The interindividual differences in CYP2D6 metabolism capacity and drug responsiveness induced by SNPs in CYP2D6 are reproduced in the PHH-iPS-HLCs. (A) SNPs (CYP2D6*3, *4, *5, *6, *7, *8, *16, and *21) in the CYP2D6 gene were analyzed. (B) The CYP2D6 activity levels in PHH-iPS-HLCs and PHHs were measured by LC-MS/MS analysis. (C) The pharmacological activity of tamoxifen-dependent conversion to its metabolite, endoxifen, by the CYP2D6. The coculture system of breast cancer cells (MCF-7 cells) and the PHH-iPS-HLCs are illustrated. (D) The cell viability of MCF-7 cells was assessed after 72-h exposure to different concentrations of tamoxifen. (E) The cell viability of MCF-7 cells, which were cocultured with PHH-WT, PHH-NUL, HLC-WT, and HLC-NUL, was assessed after 72-h exposure to 500 nM of tamoxifen in the presence or absence of 3 nM quinidine (a CYP2D6 inhibitor). (F) The cell viability of MCF-7 cells cocultured with Ad-CYP2D6-transduced PHH-NUL and HLC-NUL was examined after 72-h exposure to 500 nM of tamoxifen. (G and H) The CYP2D6 expression (G) and activity (H) levels in Ad-CYP2D6-transduced PHH-NUL and HLC-NUL were examined by Western blotting and LC-MS/MS analysis. (I) The detoxification of desipramine-dependent conversion to its conjugated form by the CYP2D6. (J) The cell viability of PHH-WT, PHH-NUL, HLC-WT, and HLC-NUL was assessed after 24-h exposure to different concentrations of desipramine. (K) The cell viability of the PHH-WT and HLC-WT was assessed after 24-h exposure to 5 μM of desipramine in the presence or absence of 5 μM of quinidine (a CYP2D6 inhibitor). (L) The cell viability of the Ad-CYP2D6-transduced PHH-NUL and HLC-NUL was examined after 24-h exposure to 5 μM of desipramine.
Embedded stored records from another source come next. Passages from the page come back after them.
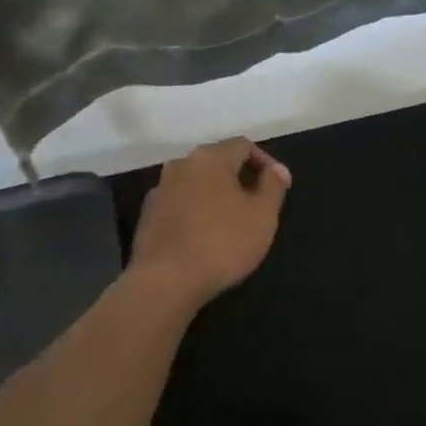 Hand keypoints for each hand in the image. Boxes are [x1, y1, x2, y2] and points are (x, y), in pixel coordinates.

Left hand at [128, 139, 291, 308]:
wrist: (166, 280)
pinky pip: (180, 204)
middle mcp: (181, 165)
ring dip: (216, 196)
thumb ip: (273, 186)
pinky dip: (196, 212)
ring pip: (196, 184)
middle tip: (257, 204)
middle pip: (217, 162)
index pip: (243, 145)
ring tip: (232, 222)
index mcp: (210, 158)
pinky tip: (205, 237)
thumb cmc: (223, 242)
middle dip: (239, 178)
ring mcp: (159, 190)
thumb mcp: (263, 215)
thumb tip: (277, 169)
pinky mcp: (147, 216)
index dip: (265, 161)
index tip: (277, 186)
The cell viability was expressed as a percentage of that in the cells treated with only solvent. Data represent the mean ± SD from three independent experiments. In E and K, Student t test indicated that the cell viability in the “control” was significantly higher than that in the “quinidine” group (P < 0.01). In F, H, and L, statistical significance was evaluated by ANOVA followed by Bonferroni post hoc tests to compare all groups. Groups that do not share the same letter are significantly different from each other (P < 0.05).